Sortierzelle für Serien- und Kommissionsteile eignen sich für Möbelhersteller, die in ihrer Fertigungsphilosophie eine Mischform verfolgen (Screenshot: L‘Engineers).

Sortierzelle für Serien- und Kommissionsteile eignen sich für Möbelhersteller, die in ihrer Fertigungsphilosophie eine Mischform verfolgen (Screenshot: L‘Engineers).
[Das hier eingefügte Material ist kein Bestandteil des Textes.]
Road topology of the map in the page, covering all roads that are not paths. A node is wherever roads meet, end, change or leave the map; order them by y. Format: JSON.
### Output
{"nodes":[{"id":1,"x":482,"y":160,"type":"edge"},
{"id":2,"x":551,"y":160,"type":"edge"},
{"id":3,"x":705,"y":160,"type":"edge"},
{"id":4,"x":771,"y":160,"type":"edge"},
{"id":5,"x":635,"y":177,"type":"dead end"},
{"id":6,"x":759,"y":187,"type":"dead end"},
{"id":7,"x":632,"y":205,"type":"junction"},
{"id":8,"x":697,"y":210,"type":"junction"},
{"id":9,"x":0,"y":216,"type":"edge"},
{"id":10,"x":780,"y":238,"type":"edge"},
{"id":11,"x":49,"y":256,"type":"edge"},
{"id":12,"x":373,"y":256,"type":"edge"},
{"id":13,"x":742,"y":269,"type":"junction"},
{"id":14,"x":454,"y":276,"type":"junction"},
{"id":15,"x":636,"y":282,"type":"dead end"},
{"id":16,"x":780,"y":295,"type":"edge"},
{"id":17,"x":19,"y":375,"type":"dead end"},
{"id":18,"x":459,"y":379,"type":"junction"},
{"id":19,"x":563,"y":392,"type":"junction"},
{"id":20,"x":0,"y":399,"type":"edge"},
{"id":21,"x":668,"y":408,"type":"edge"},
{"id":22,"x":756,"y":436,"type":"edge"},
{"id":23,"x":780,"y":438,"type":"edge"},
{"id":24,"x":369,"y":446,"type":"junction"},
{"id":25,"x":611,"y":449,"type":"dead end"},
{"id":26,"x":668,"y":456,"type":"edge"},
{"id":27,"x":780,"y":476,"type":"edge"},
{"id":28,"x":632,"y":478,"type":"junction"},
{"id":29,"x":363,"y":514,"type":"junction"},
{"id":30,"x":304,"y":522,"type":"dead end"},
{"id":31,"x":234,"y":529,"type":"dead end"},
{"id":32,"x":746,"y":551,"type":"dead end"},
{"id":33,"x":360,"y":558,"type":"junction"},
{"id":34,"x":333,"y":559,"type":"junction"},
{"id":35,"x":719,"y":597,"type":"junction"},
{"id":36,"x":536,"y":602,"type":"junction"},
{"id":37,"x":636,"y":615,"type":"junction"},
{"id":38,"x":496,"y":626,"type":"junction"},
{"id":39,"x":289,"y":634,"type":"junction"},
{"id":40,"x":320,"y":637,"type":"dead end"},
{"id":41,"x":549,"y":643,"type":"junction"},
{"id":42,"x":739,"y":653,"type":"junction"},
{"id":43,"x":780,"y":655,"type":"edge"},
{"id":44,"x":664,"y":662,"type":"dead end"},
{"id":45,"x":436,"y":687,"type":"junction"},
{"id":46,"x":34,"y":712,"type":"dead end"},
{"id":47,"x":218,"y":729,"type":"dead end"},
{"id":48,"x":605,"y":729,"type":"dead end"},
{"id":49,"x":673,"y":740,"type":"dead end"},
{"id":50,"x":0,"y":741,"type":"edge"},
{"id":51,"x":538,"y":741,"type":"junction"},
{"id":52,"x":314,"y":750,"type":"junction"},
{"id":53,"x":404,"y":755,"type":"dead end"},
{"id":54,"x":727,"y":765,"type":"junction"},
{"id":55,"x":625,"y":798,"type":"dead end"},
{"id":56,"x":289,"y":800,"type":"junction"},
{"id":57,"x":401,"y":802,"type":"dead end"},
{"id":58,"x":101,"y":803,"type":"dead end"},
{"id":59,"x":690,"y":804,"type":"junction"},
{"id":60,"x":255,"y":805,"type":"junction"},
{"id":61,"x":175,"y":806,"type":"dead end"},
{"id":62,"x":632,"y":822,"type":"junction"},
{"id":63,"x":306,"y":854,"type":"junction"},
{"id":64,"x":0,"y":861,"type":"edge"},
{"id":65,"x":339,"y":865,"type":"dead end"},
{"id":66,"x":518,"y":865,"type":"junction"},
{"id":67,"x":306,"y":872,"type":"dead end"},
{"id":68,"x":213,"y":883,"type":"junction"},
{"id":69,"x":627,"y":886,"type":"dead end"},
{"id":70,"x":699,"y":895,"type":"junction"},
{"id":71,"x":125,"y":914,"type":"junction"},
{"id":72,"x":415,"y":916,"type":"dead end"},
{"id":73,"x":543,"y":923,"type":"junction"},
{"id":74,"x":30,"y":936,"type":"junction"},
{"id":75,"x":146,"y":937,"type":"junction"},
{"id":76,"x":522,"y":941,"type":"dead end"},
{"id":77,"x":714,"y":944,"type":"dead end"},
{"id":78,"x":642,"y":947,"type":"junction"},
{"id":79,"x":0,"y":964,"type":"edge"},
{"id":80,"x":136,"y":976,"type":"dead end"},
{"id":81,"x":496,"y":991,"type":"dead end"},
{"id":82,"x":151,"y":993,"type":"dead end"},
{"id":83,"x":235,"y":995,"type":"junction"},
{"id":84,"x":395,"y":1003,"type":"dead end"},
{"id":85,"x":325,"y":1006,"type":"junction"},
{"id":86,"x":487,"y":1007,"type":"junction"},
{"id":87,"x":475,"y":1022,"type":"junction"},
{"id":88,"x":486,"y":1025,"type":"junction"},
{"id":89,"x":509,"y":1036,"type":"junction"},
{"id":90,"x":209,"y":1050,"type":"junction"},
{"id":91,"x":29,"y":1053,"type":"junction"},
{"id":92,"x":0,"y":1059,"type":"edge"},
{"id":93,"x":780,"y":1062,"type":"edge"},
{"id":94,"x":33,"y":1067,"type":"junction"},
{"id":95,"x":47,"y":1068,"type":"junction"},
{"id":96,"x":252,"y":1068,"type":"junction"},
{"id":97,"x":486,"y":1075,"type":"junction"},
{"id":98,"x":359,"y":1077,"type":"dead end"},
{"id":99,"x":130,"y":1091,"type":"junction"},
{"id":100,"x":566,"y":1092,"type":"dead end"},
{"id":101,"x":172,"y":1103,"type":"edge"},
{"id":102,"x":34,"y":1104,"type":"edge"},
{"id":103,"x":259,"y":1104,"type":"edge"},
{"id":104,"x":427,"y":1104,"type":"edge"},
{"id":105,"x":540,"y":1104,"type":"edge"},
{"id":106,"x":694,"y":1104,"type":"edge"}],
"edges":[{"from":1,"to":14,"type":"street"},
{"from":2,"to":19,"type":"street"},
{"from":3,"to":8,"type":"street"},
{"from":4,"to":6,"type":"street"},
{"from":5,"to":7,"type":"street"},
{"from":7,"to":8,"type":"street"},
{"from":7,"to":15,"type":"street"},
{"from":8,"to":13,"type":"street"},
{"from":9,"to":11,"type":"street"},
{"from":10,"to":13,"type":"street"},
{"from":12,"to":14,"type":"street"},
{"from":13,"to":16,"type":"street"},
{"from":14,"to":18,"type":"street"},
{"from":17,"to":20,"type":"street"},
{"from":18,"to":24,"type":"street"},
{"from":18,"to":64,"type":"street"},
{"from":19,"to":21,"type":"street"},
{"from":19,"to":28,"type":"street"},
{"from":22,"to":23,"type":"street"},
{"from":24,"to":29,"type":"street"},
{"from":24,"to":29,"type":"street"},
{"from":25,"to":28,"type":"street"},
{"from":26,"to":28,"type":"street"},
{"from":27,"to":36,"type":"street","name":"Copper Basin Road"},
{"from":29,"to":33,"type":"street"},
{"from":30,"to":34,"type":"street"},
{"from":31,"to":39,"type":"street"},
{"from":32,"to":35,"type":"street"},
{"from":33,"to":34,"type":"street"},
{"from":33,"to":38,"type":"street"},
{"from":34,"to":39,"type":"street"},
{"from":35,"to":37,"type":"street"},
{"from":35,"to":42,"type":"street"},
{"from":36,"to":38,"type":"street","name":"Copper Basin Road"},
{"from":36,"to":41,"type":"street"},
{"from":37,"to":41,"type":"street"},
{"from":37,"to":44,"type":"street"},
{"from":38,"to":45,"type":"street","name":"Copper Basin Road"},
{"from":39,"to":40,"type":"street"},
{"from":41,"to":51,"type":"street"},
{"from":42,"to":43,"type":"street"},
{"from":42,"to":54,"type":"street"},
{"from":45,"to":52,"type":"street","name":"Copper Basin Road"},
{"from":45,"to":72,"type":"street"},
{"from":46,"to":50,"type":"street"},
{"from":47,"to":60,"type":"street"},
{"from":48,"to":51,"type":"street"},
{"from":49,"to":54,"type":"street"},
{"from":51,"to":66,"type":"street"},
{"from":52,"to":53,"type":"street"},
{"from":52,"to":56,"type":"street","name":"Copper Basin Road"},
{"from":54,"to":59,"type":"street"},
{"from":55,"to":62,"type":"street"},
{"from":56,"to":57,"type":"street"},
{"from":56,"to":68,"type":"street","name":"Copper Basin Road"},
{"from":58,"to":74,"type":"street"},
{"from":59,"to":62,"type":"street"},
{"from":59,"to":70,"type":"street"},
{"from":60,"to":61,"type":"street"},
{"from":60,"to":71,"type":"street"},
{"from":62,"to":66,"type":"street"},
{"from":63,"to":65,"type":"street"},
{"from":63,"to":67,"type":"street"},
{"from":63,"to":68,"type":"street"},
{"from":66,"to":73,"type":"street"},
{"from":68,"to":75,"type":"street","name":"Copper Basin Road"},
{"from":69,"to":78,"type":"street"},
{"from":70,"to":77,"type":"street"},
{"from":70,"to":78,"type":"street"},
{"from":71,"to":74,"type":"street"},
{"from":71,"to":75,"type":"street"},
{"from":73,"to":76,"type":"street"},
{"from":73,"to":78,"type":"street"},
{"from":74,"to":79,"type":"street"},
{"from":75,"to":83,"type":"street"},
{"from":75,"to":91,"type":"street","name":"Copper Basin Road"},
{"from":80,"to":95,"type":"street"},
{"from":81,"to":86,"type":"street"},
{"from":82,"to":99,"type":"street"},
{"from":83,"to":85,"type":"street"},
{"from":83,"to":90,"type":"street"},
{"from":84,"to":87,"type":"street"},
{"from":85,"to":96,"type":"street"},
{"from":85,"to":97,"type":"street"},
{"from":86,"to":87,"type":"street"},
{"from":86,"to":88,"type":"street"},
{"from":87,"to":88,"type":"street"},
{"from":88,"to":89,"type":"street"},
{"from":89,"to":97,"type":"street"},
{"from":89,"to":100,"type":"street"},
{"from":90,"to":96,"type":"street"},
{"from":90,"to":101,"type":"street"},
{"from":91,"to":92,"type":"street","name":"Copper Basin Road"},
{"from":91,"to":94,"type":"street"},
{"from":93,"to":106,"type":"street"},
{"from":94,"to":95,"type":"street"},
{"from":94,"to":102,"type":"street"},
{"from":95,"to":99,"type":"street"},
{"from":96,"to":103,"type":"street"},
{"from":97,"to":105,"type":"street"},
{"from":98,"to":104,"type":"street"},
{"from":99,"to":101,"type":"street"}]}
Sortierzellen für Serien- und Kommissionsteile könnten für all die Möbelhersteller interessant sein, deren Fertigungsphilosophie zwischen palettenweiser Lagerhaltung von Serien- und A-Teilen sowie auftragsbezogener Fertigung von B- und C-Teilen liegt. Dabei werden die Serienteile unter ein Abstapelportal gebracht, lagenweise entnommen und die Teile vereinzelt. Die zur Kommissionierung erforderliche Stückzahl geht in den Kommissionierstrang, der Lagenrest als Kann-Teile in den Sortierpuffer. In den gleichen Sortierpuffer werden die auftragsbezogen produzierten Bauteile chaotisch zwischengepuffert und bei Bedarf in richtiger Teilereihenfolge ausgelagert. Mithilfe einer Materialflusssteuerung werden die beiden Materialströme zueinander gebracht und so die richtige Stapelreihenfolge und Montagesequenz für die Montagelinien gebracht.

Fazit

Wie aufgezeigt, gibt es einige konkrete Lösungsansätze und technische Konzepte für die Bauteil- und Frontensortierung, aber eben nicht die eine, immer passende und für alle Fälle gültige Lösung. Es gilt also immer, die individuellen Anforderungen und Erfordernisse sowie das Teilespektrum und die Rahmenbedingungen zu berücksichtigen und abzuwägen. Folglich kommt der Bewertung, welcher Lösungsansatz für den jeweiligen Anwendungsfall geeignet sein kann, eine sehr hohe Bedeutung zu. Basis dieser Bewertung sind ausführliche Datenanalysen, zum Teil unterstützt durch Simulationen, um Abläufe ausgesprochen realitätsnah abzubilden und zu validieren.